Usually, any humor I engender is the laughter created by my klutzy actions. For instance, anything I'm wearing or carrying will almost inevitably catch on something as I pass by, jerking me to the side or to an abrupt stop and usually causing me to drop whatever I'm carrying. This includes purse straps, necklaces, bracelets, belt loops, shoe strings, wide sleeves, jacket linings, and pockets (and many other unexpected causes) that catch on various door parts or carts, cars, and anything else that I might walk past. I've elicited many laughs from others watching me. I suppose I could write a character with that problem. Experience, you know, gives great insight. This repetition, though, might bore the reader.

In writing, my humor is mostly conversational. Usually, this is limited to snarky asides from one character to another about different situations as they arise. I’ve never even tried to write a comedic scene.

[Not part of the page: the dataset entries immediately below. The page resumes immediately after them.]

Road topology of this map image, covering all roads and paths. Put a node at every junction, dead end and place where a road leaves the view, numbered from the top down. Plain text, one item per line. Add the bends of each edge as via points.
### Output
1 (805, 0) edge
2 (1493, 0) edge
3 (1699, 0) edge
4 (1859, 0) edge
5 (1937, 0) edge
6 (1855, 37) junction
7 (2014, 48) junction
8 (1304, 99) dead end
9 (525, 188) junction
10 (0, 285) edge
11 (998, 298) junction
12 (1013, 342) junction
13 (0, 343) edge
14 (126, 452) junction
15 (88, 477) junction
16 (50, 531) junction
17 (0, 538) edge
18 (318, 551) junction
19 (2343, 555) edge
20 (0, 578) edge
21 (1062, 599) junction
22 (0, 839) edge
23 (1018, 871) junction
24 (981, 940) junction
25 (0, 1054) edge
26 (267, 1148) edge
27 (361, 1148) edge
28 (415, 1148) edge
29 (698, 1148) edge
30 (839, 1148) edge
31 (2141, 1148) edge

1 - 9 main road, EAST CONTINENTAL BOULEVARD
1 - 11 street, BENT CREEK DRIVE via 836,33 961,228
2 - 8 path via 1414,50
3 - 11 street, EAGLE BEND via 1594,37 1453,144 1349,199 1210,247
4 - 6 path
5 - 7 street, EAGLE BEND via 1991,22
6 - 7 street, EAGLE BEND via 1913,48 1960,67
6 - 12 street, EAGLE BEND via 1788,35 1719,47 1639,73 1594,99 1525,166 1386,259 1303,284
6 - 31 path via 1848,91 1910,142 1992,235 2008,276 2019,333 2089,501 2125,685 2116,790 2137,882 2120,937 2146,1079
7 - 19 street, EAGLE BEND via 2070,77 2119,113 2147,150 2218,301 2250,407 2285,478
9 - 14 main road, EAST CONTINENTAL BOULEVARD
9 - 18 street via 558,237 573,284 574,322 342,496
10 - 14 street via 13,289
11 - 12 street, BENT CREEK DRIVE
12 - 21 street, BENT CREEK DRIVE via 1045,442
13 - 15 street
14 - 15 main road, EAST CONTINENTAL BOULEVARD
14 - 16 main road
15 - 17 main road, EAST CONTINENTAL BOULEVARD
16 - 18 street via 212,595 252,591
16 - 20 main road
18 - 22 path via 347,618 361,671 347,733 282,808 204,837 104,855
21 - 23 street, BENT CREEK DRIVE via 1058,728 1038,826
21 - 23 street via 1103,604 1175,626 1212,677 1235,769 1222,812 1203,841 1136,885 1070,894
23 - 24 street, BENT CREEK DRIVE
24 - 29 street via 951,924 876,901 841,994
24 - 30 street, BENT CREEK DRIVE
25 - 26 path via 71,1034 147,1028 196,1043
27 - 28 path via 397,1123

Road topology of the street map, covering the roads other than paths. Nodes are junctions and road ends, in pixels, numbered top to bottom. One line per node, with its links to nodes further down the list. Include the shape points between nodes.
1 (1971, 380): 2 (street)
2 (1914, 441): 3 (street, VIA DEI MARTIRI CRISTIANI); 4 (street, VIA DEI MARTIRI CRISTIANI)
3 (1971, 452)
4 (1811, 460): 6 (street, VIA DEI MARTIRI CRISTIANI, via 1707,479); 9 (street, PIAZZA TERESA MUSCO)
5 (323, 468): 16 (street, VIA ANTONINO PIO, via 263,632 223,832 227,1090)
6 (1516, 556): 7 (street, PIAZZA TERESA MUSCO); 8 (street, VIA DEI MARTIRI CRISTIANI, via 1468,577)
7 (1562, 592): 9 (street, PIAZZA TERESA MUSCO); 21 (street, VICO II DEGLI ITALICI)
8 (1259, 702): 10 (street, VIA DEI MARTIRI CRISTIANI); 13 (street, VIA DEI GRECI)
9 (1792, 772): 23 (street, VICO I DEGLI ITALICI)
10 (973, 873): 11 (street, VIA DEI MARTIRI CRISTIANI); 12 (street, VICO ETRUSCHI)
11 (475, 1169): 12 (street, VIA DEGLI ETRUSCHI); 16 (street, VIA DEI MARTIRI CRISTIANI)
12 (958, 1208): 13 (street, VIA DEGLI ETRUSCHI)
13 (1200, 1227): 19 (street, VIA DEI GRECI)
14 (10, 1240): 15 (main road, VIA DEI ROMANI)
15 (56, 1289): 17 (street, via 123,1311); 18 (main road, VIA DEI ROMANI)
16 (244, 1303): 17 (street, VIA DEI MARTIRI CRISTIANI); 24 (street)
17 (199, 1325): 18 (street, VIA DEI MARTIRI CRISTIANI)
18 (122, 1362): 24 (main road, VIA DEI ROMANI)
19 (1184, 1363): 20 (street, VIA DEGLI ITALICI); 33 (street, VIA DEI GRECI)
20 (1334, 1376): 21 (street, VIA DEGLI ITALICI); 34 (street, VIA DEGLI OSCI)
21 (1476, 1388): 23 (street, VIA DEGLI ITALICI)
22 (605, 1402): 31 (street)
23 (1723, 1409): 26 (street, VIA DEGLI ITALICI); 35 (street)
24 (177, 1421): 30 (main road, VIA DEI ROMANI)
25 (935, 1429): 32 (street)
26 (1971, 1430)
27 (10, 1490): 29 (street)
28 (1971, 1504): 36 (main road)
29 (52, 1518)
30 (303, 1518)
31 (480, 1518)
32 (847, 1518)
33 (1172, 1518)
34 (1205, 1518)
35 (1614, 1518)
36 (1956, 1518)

This all led me to explore humor. So I read Jan Hornung's article about humor in The Internet Writing Journal. She advises the writer, "Don't tell the reader that something is funny. Let the reader discover this for himself. Do this by painting a picture with words that the reader can relate to with all five of his senses. Describe the smells, textures, tastes, sights, and sounds."  

I am very familiar with the concept of showing not telling, but envisioning the humorous scene might be the most difficult part, even when using exaggeration or understatement, which are also recommended for writing humor. I've read where humor is just a reversal of a possible tragedy. Even so, foreshadowing the tragedy and switching it out to a funny disaster is no easy task.

Visit the following authors on how they handle humor:

Skye Taylor 
Diane Bator 
Beverley Bateman 
Dr. Bob Rich 
Connie Vines  
Anne Stenhouse  
Margaret Fieland 
A.J. Maguire  
Victoria Chatham 
Judith Copek 


  1. Jan Hornung's advice is good to keep in mind. Show the situation and the reader will find the humor that's there without being slapped in the face with it. If you ever end up with a story that's just getting too dark and heavy, you can add that character with the getting caught on everything quirk, then use it to lighten the mood when you need to. Diversion is good, but so is breaking the tension now and then. And, as you point out, you have plenty of fodder to pick from.

  2. Skye, interesting point. This brings to mind Shakespeare. I especially remember the scene with the gravediggers in Hamlet. Here's an interesting article about humor in Hamlet

  3. Yeah, I don't really write comedy either, so that's why I had nothing to say on this subject. I've read some romance that are really amusing, making me smile, or outright laugh while I read. But my muse doesn't give me that. Instead, my books are character-driven, since I love to explore how one person learns to trust another fully. That can lead to amusing, snarky comments, but is not really funny, per se.

  4. I so identify with your problems. Mine was always long necklaces getting caught in or on something until I broke one too many and stopped wearing them. Any one of your for instances could be the basis for a humerous situation.

  5. Well written and interesting post, Rhobin. Especially your reference to Jan Hornung's article. It's very close to how I feel about humor and writing it. I enjoy it. I love it when someone makes me laugh, but for me to do it... I don't have the talent.